But it has not helped. I keep wondering why this is happening and what we can do about it, and greater minds than I have never come up with an answer. Our universities are full of students who march and chant against Israel and Jews and try to prevent Israeli professors from lecturing. Even looking back over many hundreds of years, those in power will always accept help from a Jew but the hatred is still there. Even though I feel that there is no solution, we have to keep trying and hopefully always stay on the “high road.”
Was it ‘censorship’?
The Washington DC Jewish Community Center states that Ari Roth has been fired for multiple acts of insubordination (“Why Ari Roth was fired,” WJW, Jan. 1).

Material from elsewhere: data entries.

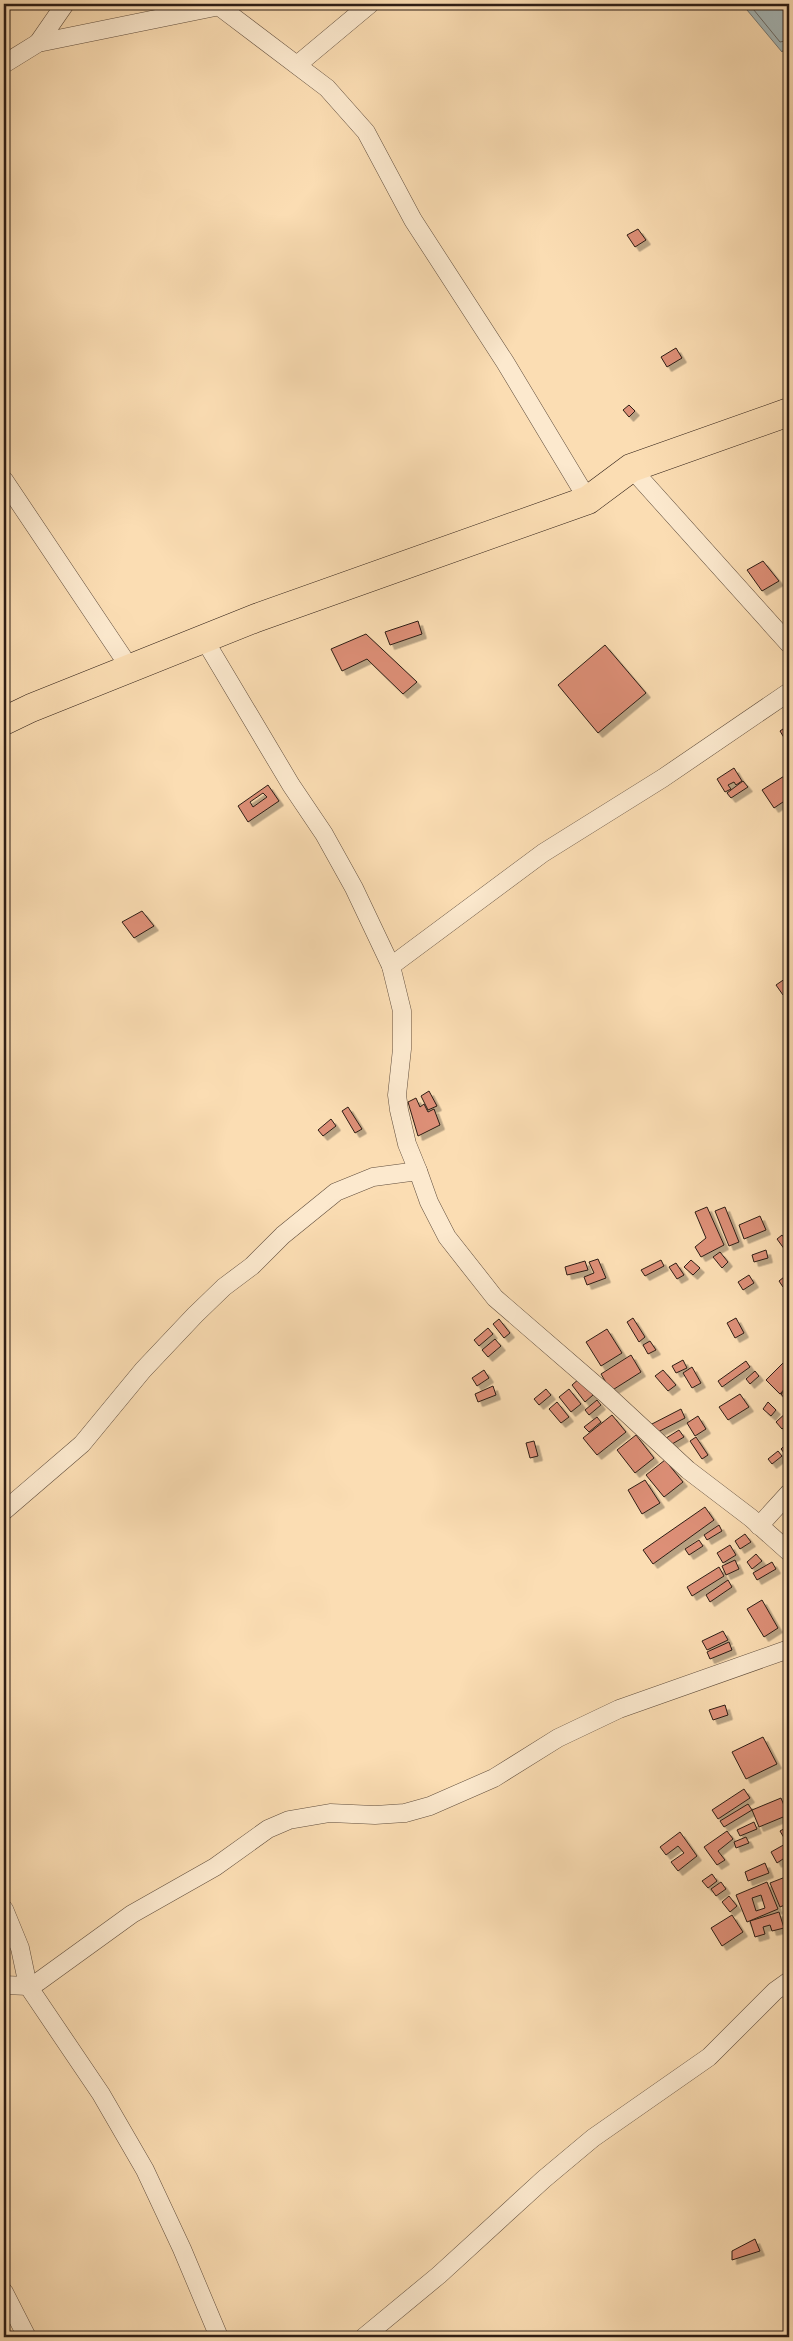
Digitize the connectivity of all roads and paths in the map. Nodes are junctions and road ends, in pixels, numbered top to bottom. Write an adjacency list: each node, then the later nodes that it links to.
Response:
1 (65, 4): 4 (street)
2 (370, 4): 6 (street)
3 (218, 5): 4 (street); 6 (street)
4 (38, 43): 5 (street)
5 (4, 64)
6 (297, 65): 10 (street)
7 (789, 412): 8 (main road)
8 (632, 468): 10 (main road); 12 (street)
9 (4, 480): 13 (street)
10 (588, 500): 11 (main road)
11 (204, 638): 13 (main road); 16 (street)
12 (789, 644)
13 (130, 668): 15 (main road)
14 (789, 692): 16 (street)
15 (4, 720)
16 (391, 966): 17 (street)
17 (418, 1172): 19 (street); 20 (street)
18 (789, 1493): 20 (street)
19 (4, 1511)
20 (759, 1526): 21 (street)
21 (789, 1552)
22 (789, 1649): 26 (street)
23 (4, 1909): 26 (street)
24 (789, 1981): 30 (street)
25 (4, 1985): 26 (street)
26 (28, 1986): 29 (street)
27 (4, 2292): 28 (street)
28 (27, 2337)
29 (218, 2337)
30 (364, 2337)

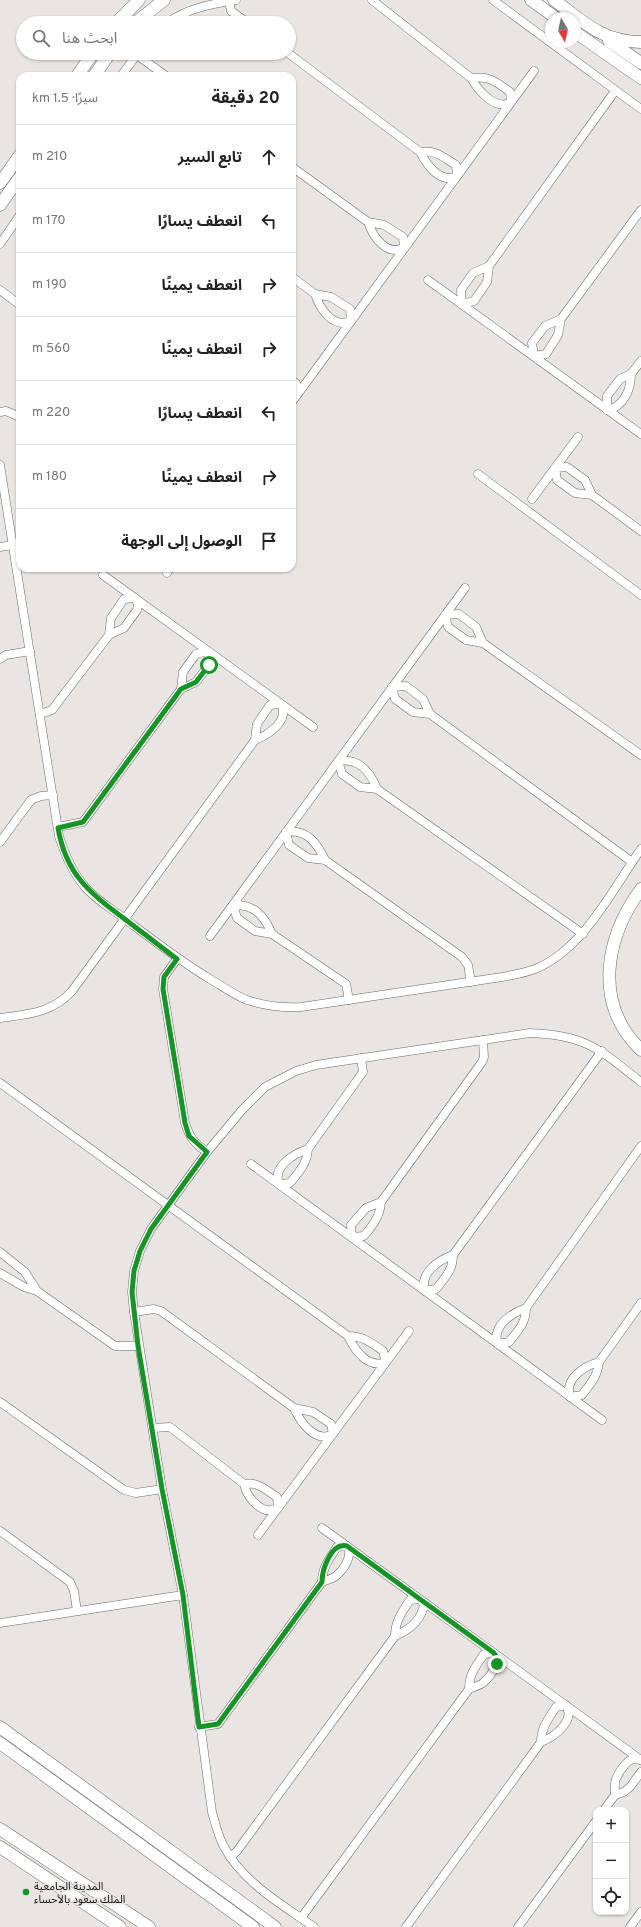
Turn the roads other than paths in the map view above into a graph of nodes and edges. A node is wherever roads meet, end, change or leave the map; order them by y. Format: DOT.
graph roads {
  1 [pos="140,0"];
  2 [pos="164,0"];
  3 [pos="372,0"];
  4 [pos="493,0"];
  5 [pos="531,0"];
  6 [pos="554,0"];
  7 [pos="233,1"];
  8 [pos="548,12"];
  9 [pos="123,16"];
  10 [pos="144,16"];
  11 [pos="177,16"];
  12 [pos="239,16"];
  13 [pos="602,35"];
  14 [pos="581,36"];
  15 [pos="641,42"];
  16 [pos="296,59"];
  17 [pos="88,60"];
  18 [pos="105,60"];
  19 [pos="133,60"];
  20 [pos="145,60"];
  21 [pos="641,63"];
  22 [pos="534,71"];
  23 [pos="80,72"];
  24 [pos="97,72"];
  25 [pos="124,72"];
  26 [pos="161,72"];
  27 [pos="471,78"];
  28 [pos="641,78"];
  29 [pos="615,91"];
  30 [pos="511,102"];
  31 [pos="641,109"];
  32 [pos="420,152"];
  33 [pos="16,161"];
  34 [pos="296,170"];
  35 [pos="457,176"];
  36 [pos="16,182"];
  37 [pos="0,183"];
  38 [pos="0,204"];
  39 [pos="641,210"];
  40 [pos="16,221"];
  41 [pos="368,222"];
  42 [pos="0,244"];
  43 [pos="404,248"];
  44 [pos="489,266"];
  45 [pos="296,280"];
  46 [pos="428,280"];
  47 [pos="0,290"];
  48 [pos="315,294"];
  49 [pos="16,302"];
  50 [pos="462,304"];
  51 [pos="560,319"];
  52 [pos="351,320"];
  53 [pos="534,356"];
  54 [pos="641,361"];
  55 [pos="631,374"];
  56 [pos="296,395"];
  57 [pos="608,410"];
  58 [pos="0,412"];
  59 [pos="16,414"];
  60 [pos="641,434"];
  61 [pos="578,437"];
  62 [pos="0,465"];
  63 [pos="555,468"];
  64 [pos="478,474"];
  65 [pos="592,495"];
  66 [pos="532,500"];
  67 [pos="641,531"];
  68 [pos="12,545"];
  69 [pos="0,547"];
  70 [pos="16,569"];
  71 [pos="17,572"];
  72 [pos="103,575"];
  73 [pos="465,588"];
  74 [pos="641,595"];
  75 [pos="135,598"];
  76 [pos="445,615"];
  77 [pos="109,635"];
  78 [pos="483,643"];
  79 [pos="30,651"];
  80 [pos="208,651"];
  81 [pos="0,659"];
  82 [pos="392,687"];
  83 [pos="181,689"];
  84 [pos="281,704"];
  85 [pos="40,714"];
  86 [pos="430,714"];
  87 [pos="313,727"];
  88 [pos="254,740"];
  89 [pos="641,755"];
  90 [pos="338,761"];
  91 [pos="377,789"];
  92 [pos="53,795"];
  93 [pos="58,828"];
  94 [pos="286,832"];
  95 [pos="0,842"];
  96 [pos="641,849"];
  97 [pos="325,860"];
  98 [pos="632,862"];
  99 [pos="641,889"];
  100 [pos="232,905"];
  101 [pos="125,919"];
  102 [pos="272,934"];
  103 [pos="582,934"];
  104 [pos="210,936"];
  105 [pos="177,959"];
  106 [pos="471,982"];
  107 [pos="349,1000"];
  108 [pos="0,1018"];
  109 [pos="483,1040"];
  110 [pos="641,1050"];
  111 [pos="602,1051"];
  112 [pos="361,1058"];
  113 [pos="641,1082"];
  114 [pos="0,1083"];
  115 [pos="641,1146"];
  116 [pos="308,1149"];
  117 [pos="207,1152"];
  118 [pos="251,1164"];
  119 [pos="279,1184"];
  120 [pos="381,1202"];
  121 [pos="169,1205"];
  122 [pos="352,1237"];
  123 [pos="0,1252"];
  124 [pos="453,1255"];
  125 [pos="0,1274"];
  126 [pos="37,1291"];
  127 [pos="425,1291"];
  128 [pos="641,1303"];
  129 [pos="526,1308"];
  130 [pos="134,1312"];
  131 [pos="409,1331"];
  132 [pos="348,1336"];
  133 [pos="498,1344"];
  134 [pos="138,1346"];
  135 [pos="386,1362"];
  136 [pos="599,1362"];
  137 [pos="570,1397"];
  138 [pos="0,1402"];
  139 [pos="294,1408"];
  140 [pos="602,1420"];
  141 [pos="153,1428"];
  142 [pos="333,1434"];
  143 [pos="244,1484"];
  144 [pos="162,1489"];
  145 [pos="278,1508"];
  146 [pos="322,1528"];
  147 [pos="0,1530"];
  148 [pos="258,1535"];
  149 [pos="347,1546"];
  150 [pos="322,1582"];
  151 [pos="183,1595"];
  152 [pos="420,1599"];
  153 [pos="77,1611"];
  154 [pos="0,1624"];
  155 [pos="396,1636"];
  156 [pos="494,1653"];
  157 [pos="469,1689"];
  158 [pos="566,1705"];
  159 [pos="0,1727"];
  160 [pos="199,1727"];
  161 [pos="541,1742"];
  162 [pos="0,1743"];
  163 [pos="640,1760"];
  164 [pos="641,1772"];
  165 [pos="615,1795"];
  166 [pos="606,1807"];
  167 [pos="593,1825"];
  168 [pos="0,1829"];
  169 [pos="0,1847"];
  170 [pos="230,1857"];
  171 [pos="641,1912"];
  172 [pos="301,1918"];
  173 [pos="120,1927"];
  174 [pos="149,1927"];
  175 [pos="253,1927"];
  176 [pos="275,1927"];
  177 [pos="314,1927"];
  178 [pos="406,1927"];
  179 [pos="518,1927"];
  180 [pos="630,1927"];
  1 -- 9 [label="main road"];
  2 -- 10 [label="main road"];
  3 -- 27 [label="street"];
  4 -- 29 [label="street"];
  5 -- 8 [label="main road"];
  6 -- 13 [label="main road"];
  7 -- 11 [label="street"];
  7 -- 12 [label="street"];
  13 -- 15 [label="main road"];
  13 -- 21 [label="main road"];
  14 -- 28 [label="main road"];
  16 -- 32 [label="street"];
  17 -- 23 [label="main road"];
  18 -- 24 [label="main road"];
  19 -- 25 [label="street"];
  20 -- 26 [label="street"];
  22 -- 30 [label="street"];
  27 -- 30 [label="street"];
  27 -- 30 [label="street"];
  29 -- 31 [label="street"];
  29 -- 44 [label="street"];
  30 -- 35 [label="street"];
  32 -- 35 [label="street"];
  32 -- 35 [label="street"];
  33 -- 37 [label="main road"];
  34 -- 41 [label="street"];
  35 -- 43 [label="street"];
  36 -- 38 [label="main road"];
  39 -- 51 [label="street"];
  40 -- 42 [label="street"];
  41 -- 43 [label="street"];
  41 -- 43 [label="street"];
  43 -- 52 [label="street"];
  44 -- 50 [label="street"];
  44 -- 50 [label="street"];
  45 -- 48 [label="street"];
  46 -- 50 [label="street"];
  47 -- 49 [label="street"];
  48 -- 52 [label="street"];
  48 -- 52 [label="street"];
  50 -- 53 [label="street"];
  51 -- 53 [label="street"];
  51 -- 53 [label="street"];
  52 -- 56 [label="street"];
  53 -- 57 [label="street"];
  54 -- 55 [label="street"];
  55 -- 57 [label="street"];
  55 -- 57 [label="street"];
  57 -- 60 [label="street"];
  58 -- 59 [label="street"];
  61 -- 63 [label="street"];
  62 -- 68 [label="street"];
  63 -- 65 [label="street"];
  63 -- 65 [label="street"];
  63 -- 66 [label="street"];
  64 -- 74 [label="street"];
  65 -- 67 [label="street"];
  68 -- 69 [label="street"];
  68 -- 70 [label="street"];
  71 -- 79 [label="street"];
  72 -- 75 [label="street"];
  73 -- 76 [label="street"];
  75 -- 77 [label="street"];
  75 -- 77 [label="street"];
  75 -- 80 [label="street"];
  76 -- 78 [label="street"];
  76 -- 78 [label="street"];
  76 -- 82 [label="street"];
  77 -- 85 [label="street"];
  78 -- 89 [label="street"];
  79 -- 81 [label="street"];
  79 -- 85 [label="street"];
  80 -- 83 [label="street"];
  80 -- 83 [label="street"];
  80 -- 84 [label="street"];
  82 -- 86 [label="street"];
  82 -- 86 [label="street"];
  82 -- 90 [label="street"];
  83 -- 93 [label="street"];
  84 -- 87 [label="street"];
  84 -- 88 [label="street"];
  84 -- 88 [label="street"];
  85 -- 92 [label="street"];
  86 -- 98 [label="street"];
  88 -- 101 [label="street"];
  90 -- 91 [label="street"];
  90 -- 91 [label="street"];
  90 -- 94 [label="street"];
  91 -- 103 [label="street"];
  92 -- 93 [label="street"];
  92 -- 95 [label="street"];
  93 -- 101 [label="street"];
  94 -- 97 [label="street"];
  94 -- 97 [label="street"];
  94 -- 100 [label="street"];
  96 -- 98 [label="street"];
  97 -- 106 [label="street"];
  98 -- 103 [label="street"];
  99 -- 110 [label="main road"];
  100 -- 102 [label="street"];
  100 -- 102 [label="street"];
  100 -- 104 [label="street"];
  101 -- 105 [label="street"];
  101 -- 108 [label="street"];
  102 -- 107 [label="street"];
  103 -- 106 [label="street"];
  105 -- 107 [label="street"];
  105 -- 117 [label="street"];
  106 -- 107 [label="street"];
  109 -- 111 [label="street"];
  109 -- 112 [label="street"];
  109 -- 120 [label="street"];
  111 -- 113 [label="street"];
  111 -- 124 [label="street"];
  112 -- 116 [label="street"];
  112 -- 117 [label="street"];
  114 -- 121 [label="street"];
  115 -- 129 [label="street"];
  116 -- 119 [label="street"];
  116 -- 119 [label="street"];
  117 -- 121 [label="street"];
  118 -- 119 [label="street"];
  119 -- 122 [label="street"];
  120 -- 122 [label="street"];
  120 -- 122 [label="street"];
  121 -- 130 [label="street"];
  121 -- 132 [label="street"];
  122 -- 127 [label="street"];
  123 -- 126 [label="street"];
  124 -- 127 [label="street"];
  124 -- 127 [label="street"];
  125 -- 126 [label="street"];
  126 -- 134 [label="street"];
  127 -- 133 [label="street"];
  128 -- 136 [label="street"];
  129 -- 133 [label="street"];
  129 -- 133 [label="street"];
  130 -- 134 [label="street"];
  130 -- 139 [label="street"];
  131 -- 135 [label="street"];
  132 -- 135 [label="street"];
  132 -- 135 [label="street"];
  133 -- 137 [label="street"];
  134 -- 141 [label="street"];
  135 -- 142 [label="street"];
  136 -- 137 [label="street"];
  136 -- 137 [label="street"];
  137 -- 140 [label="street"];
  138 -- 144 [label="street"];
  139 -- 142 [label="street"];
  139 -- 142 [label="street"];
  141 -- 143 [label="street"];
  141 -- 144 [label="street"];
  142 -- 145 [label="street"];
  143 -- 145 [label="street"];
  143 -- 145 [label="street"];
  144 -- 151 [label="street"];
  145 -- 148 [label="street"];
  146 -- 149 [label="street"];
  147 -- 153 [label="street"];
  149 -- 150 [label="street"];
  149 -- 150 [label="street"];
  149 -- 152 [label="street"];
  150 -- 160 [label="street"];
  151 -- 153 [label="street"];
  151 -- 160 [label="street"];
  152 -- 155 [label="street"];
  152 -- 155 [label="street"];
  152 -- 156 [label="street"];
  153 -- 154 [label="street"];
  155 -- 170 [label="street"];
  156 -- 157 [label="street"];
  156 -- 157 [label="street"];
  156 -- 158 [label="street"];
  157 -- 172 [label="street"];
  158 -- 161 [label="street"];
  158 -- 161 [label="street"];
  158 -- 163 [label="street"];
  159 -- 176 [label="main road"];
  160 -- 170 [label="street"];
  161 -- 178 [label="street"];
  162 -- 175 [label="main road"];
  163 -- 165 [label="street"];
  164 -- 165 [label="street"];
  165 -- 166 [label="street"];
  167 -- 179 [label="street"];
  168 -- 174 [label="main road"];
  169 -- 173 [label="main road"];
  170 -- 172 [label="street"];
  171 -- 180 [label="street"];
  172 -- 177 [label="street"];
}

This claim is supported by multiple officials of DCJCC and by officials of the Jewish Federation of Washington.
At the same time multiple arts figures, including Theodore Bikel condemn the firing and brand it “censorship.”
Even if Roth’s political stands played a role in the decision to fire him, it should be remembered that he was being paid by the Jewish community and was not entitled to besmirch the name of that community with their own money.
It is one thing to expect the Metropolitan Opera, which is funded by opera lovers of all political stripes, to present the multiple points of view that can be found in The Death of Klinghoffer.
It is quite another, to expect the Jewish community to fund projects that present some of the views that we have seen at Theater J.
Thanks, Ari Roth
We would like to express our appreciation to director Ari Roth, Theater J, and the Washington DC Jewish Community Center for producing wonderful, high quality theater for the past 18 years (“Why Ari Roth was fired,” WJW, Jan. 1).
Some Theater J productions, including The Admission and Return to Haifa, have explored the complexity of relationships between Israelis and Palestinians in the Middle East.
This work has been important for the Washington Jewish community in stimulating our thinking, deepening our sensitivity to the concerns of people on all sides of the conflict, and promoting discussion.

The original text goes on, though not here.